▶ _TASK PROMPT_
Wherever the string "main" turns up in the data, copy the whole line.

* * * *

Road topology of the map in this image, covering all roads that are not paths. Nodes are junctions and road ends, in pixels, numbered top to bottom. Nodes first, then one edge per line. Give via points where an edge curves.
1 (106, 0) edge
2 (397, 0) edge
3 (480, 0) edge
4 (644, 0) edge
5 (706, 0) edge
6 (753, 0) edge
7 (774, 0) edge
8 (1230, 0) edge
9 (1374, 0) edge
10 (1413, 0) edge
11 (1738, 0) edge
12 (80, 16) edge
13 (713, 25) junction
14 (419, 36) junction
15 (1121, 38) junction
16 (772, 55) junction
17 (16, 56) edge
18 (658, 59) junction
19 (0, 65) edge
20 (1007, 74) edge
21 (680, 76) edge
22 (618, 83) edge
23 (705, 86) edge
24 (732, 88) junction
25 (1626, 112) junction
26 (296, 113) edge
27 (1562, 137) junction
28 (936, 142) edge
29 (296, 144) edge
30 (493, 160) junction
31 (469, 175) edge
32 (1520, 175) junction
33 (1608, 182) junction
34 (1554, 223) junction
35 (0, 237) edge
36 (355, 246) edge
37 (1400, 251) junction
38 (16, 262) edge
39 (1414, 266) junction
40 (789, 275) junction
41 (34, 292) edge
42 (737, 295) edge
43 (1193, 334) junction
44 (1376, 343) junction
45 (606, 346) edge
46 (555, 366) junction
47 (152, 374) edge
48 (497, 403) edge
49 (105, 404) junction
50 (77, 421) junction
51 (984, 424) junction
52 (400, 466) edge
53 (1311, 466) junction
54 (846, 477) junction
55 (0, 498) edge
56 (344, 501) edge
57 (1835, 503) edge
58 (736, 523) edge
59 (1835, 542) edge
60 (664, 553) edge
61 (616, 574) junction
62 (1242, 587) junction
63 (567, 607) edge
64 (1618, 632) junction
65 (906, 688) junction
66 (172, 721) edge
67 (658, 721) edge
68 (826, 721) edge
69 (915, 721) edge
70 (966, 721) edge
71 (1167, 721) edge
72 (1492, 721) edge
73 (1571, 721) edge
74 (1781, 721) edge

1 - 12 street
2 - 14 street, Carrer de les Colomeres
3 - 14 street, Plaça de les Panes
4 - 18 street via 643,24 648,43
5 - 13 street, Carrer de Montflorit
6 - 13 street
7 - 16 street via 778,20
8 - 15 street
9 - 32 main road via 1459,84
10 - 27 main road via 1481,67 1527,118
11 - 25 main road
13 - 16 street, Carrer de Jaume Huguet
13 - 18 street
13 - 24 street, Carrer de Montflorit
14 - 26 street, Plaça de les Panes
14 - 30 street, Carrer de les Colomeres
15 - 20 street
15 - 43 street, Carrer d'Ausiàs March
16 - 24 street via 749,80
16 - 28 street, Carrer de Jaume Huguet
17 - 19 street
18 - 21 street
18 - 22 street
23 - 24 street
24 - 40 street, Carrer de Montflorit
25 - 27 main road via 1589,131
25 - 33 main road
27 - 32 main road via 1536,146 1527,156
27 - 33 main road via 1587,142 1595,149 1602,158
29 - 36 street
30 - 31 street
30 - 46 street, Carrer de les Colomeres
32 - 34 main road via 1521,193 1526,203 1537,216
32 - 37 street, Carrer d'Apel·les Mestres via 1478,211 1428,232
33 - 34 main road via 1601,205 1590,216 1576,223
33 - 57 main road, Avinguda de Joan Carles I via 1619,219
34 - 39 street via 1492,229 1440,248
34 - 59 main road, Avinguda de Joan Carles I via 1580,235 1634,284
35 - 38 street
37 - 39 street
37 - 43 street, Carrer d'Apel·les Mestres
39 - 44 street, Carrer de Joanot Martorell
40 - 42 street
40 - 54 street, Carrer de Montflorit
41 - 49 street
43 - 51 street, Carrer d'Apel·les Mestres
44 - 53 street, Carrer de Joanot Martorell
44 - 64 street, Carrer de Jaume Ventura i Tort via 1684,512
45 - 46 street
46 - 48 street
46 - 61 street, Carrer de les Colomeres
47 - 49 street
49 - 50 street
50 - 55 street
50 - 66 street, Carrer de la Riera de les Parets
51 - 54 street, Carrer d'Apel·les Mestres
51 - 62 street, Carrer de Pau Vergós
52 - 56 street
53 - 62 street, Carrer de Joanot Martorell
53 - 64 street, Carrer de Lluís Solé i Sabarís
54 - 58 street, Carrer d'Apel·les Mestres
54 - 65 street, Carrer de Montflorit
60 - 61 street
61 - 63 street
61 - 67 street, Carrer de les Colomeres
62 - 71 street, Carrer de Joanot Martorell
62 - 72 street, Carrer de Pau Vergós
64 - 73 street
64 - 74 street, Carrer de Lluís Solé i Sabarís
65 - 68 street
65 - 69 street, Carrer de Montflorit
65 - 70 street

* * * *

▶ _ANSWER SPACE_
9 - 32 main road via 1459,84
10 - 27 main road via 1481,67 1527,118
11 - 25 main road
25 - 27 main road via 1589,131
25 - 33 main road
27 - 32 main road via 1536,146 1527,156
27 - 33 main road via 1587,142 1595,149 1602,158
32 - 34 main road via 1521,193 1526,203 1537,216
33 - 34 main road via 1601,205 1590,216 1576,223
33 - 57 main road, Avinguda de Joan Carles I via 1619,219
34 - 59 main road, Avinguda de Joan Carles I via 1580,235 1634,284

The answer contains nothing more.